Aussi, s’il rejoint Christophe Degruelle sur le besoin d’un "récit désirable", il insiste surtout sur la nécessité d’incarner ce dernier. Une chance, "c’est la transformation de la ville qui va pouvoir l’incarner", assure-t-il, en démontrant qu’"une ville plus résiliente, moins émettrice, sera aussi plus agréable, plus confortable, moins dangereuse". Une ville dans laquelle il se dit convaincu que "même les plus acharnés des climatosceptiques trouveront la transition bénéfique".

Agir local

Troisième levier, le renouveau démocratique. Soulignant de manière générale les stigmates de la crise de la démocratie représentative – abstention, défiance envers les institutions, les médias, les scientifiques, violences contre les élus… –, François Gemenne confesse avoir été "naïf en pensant que le climat ne serait ni de droite ni de gauche, alors que la question clive l’opinion. Si l’inquiétude face au changement climatique est partagée par tous, on se divise sur les solutions à déployer". Pour l’expert, seul l’échelon local permettra de dépasser ce clivage, notamment en "permettant aux habitants de peser à nouveau dans les choix collectifs". Et de vanter par exemple les budgets ou les projets participatifs. Lesquels peinent toutefois à prendre leur envol (voir notre article du 21 octobre 2022), et ne sont pas sans présenter le risque d’être captés par les seuls citoyens bien informés, raison pour laquelle d’autres lui préféreront une "démocratie implicative" récemment promue par le Sénat (voir notre article du 25 février 2022). 

Spectre de l’égoïsme territorial

Le tout en conjurant par ailleurs le spectre de "l’égoïsme territorial" (voir notre article du 17 mai 2021). François Gemenne relève ainsi au passage que "le concept de la ville du quart d’heure n’est pas sans risque", redoutant particulièrement celui d’exclure ceux qui n’ont pas la chance d’en être. Et de prendre l’exemple de "Paris, qui se ferme de plus en plus à la voiture", où les pistes cyclables s’arrêtent au périphérique, et in fine se ferme tout court, non sans "créer une tension sociale". Le syndrome de la ZFE-m, en somme (voir notre article du 25 mai 2023).

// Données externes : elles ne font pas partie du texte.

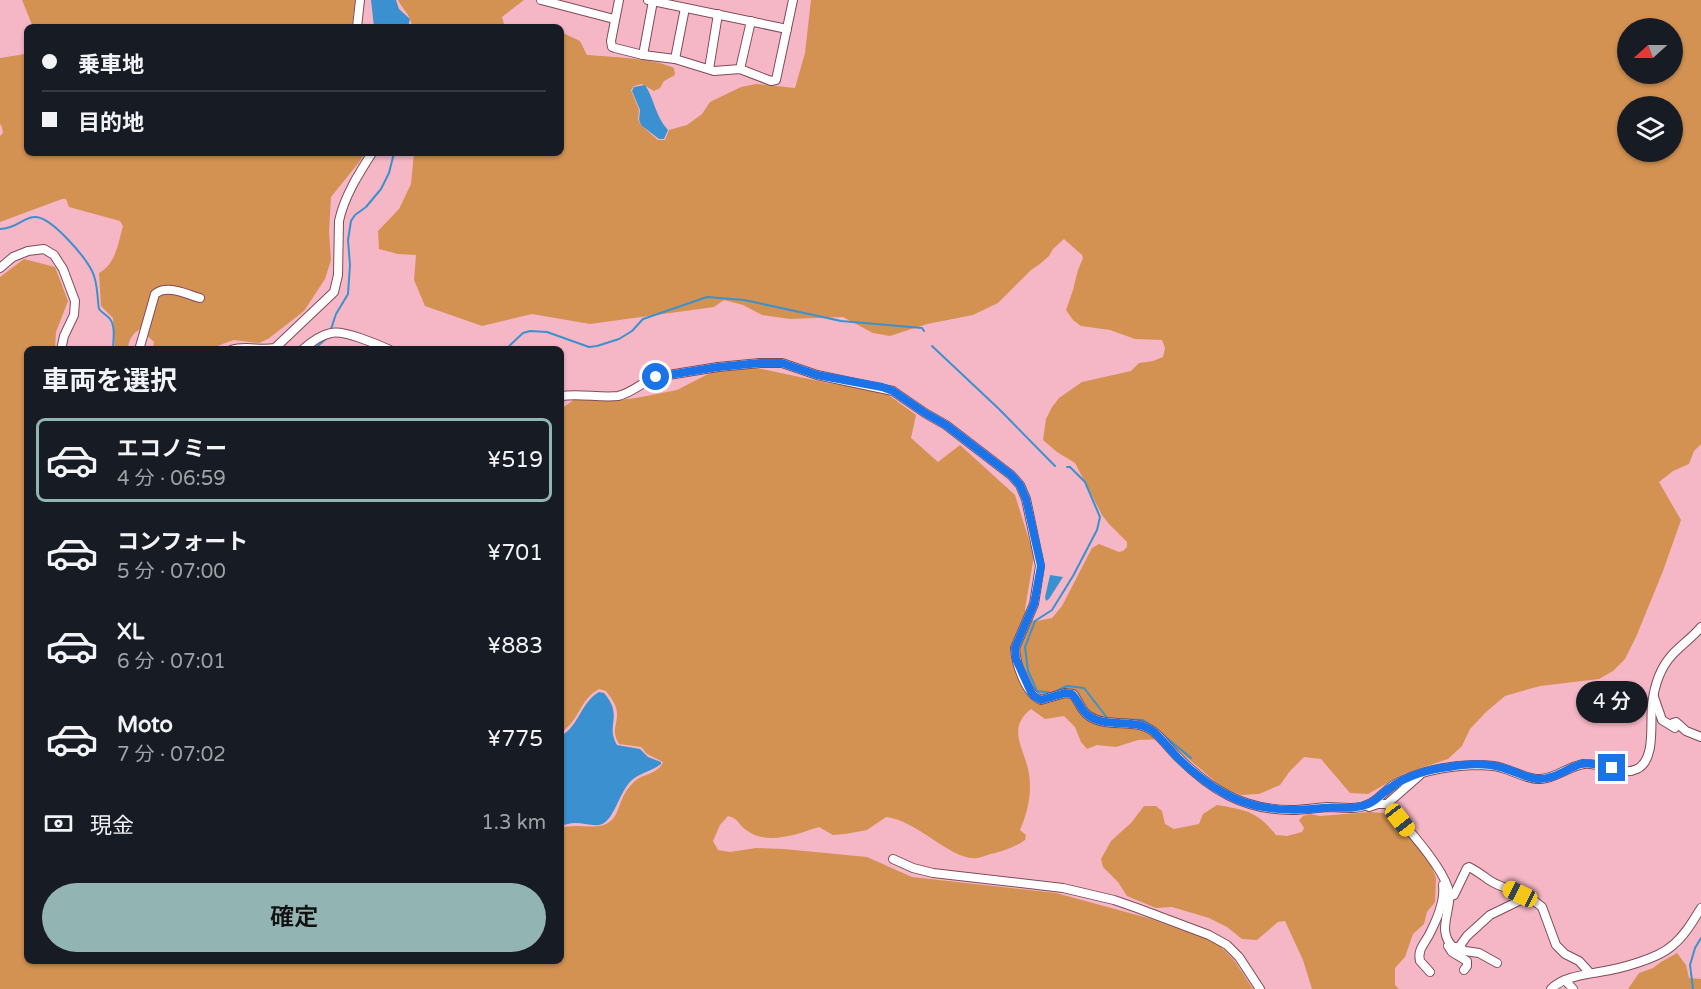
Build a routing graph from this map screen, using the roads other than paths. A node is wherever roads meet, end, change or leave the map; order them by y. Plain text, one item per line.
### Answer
1 (360, 0) edge
2 (541, 0) edge
3 (618, 0) edge
4 (650, 0) edge
5 (794, 0) edge
6 (685, 8) junction
7 (718, 14) junction
8 (614, 19) junction
9 (751, 21) junction
10 (357, 24) edge
11 (787, 29) junction
12 (643, 55) junction
13 (675, 59) junction
14 (709, 69) junction
15 (740, 69) junction
16 (370, 156) edge
17 (0, 268) edge
18 (200, 298) dead end
19 (62, 346) edge
20 (140, 346) edge
21 (277, 346) edge
22 (307, 346) edge
23 (379, 346) edge
24 (564, 395) edge
25 (1701, 627) edge
26 (1654, 697) junction
27 (1701, 737) edge
28 (1423, 774) junction
29 (1387, 804) junction
30 (1360, 807) junction
31 (893, 860) dead end
32 (1443, 877) junction
33 (1449, 897) junction
34 (1523, 899) junction
35 (1701, 908) edge
36 (1446, 939) junction
37 (1459, 947) junction
38 (1497, 963) dead end
39 (1464, 970) dead end
40 (1431, 972) dead end
41 (1590, 973) junction
42 (1565, 980) junction
43 (1260, 989) edge
44 (1551, 989) edge
45 (1573, 989) edge

1 - 10 street
2 - 8 street
3 - 8 street
4 - 6 street
4 - 12 street
5 - 11 street
6 - 7 street
6 - 13 street
7 - 9 street
7 - 14 street
8 - 12 street
9 - 11 street
9 - 15 street
11 - 15 street
12 - 13 street
13 - 14 street
14 - 15 street
16 - 21 street
17 - 19 street
18 - 20 street
22 - 23 street
24 - 30 street
25 - 26 street
26 - 27 street
26 - 28 street
28 - 29 street
28 - 30 street
29 - 30 street
29 - 32 street
31 - 43 street
32 - 33 street
32 - 40 street
33 - 34 street
33 - 36 street
34 - 37 street
34 - 41 street
35 - 41 street
36 - 37 street
36 - 39 street
37 - 38 street
41 - 42 street
42 - 44 street
42 - 45 street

Et ce, bien que dans le cadre de "sa stratégie de résilience urbaine", la Capitale ait signé en 2017, avec la métropole du Grand Paris et l’Association des maires ruraux de France (AMRF), une déclaration d’intention de conclure "un pacte de coopération territoriale pour la résilience et la transition écologique des territoires" (voir notre article du 5 octobre 2017) qui n'a finalement jamais été paraphé. Reste que Paris n’est pas la France. Interrogé par Localtis, Cédric Szabo, directeur de l’AMRF, souligne que son association multiplie désormais de tels travaux de rapprochement "ville-campagne" avec d’autres agglomérations urbaines, ou encore avec son homologue France urbaine.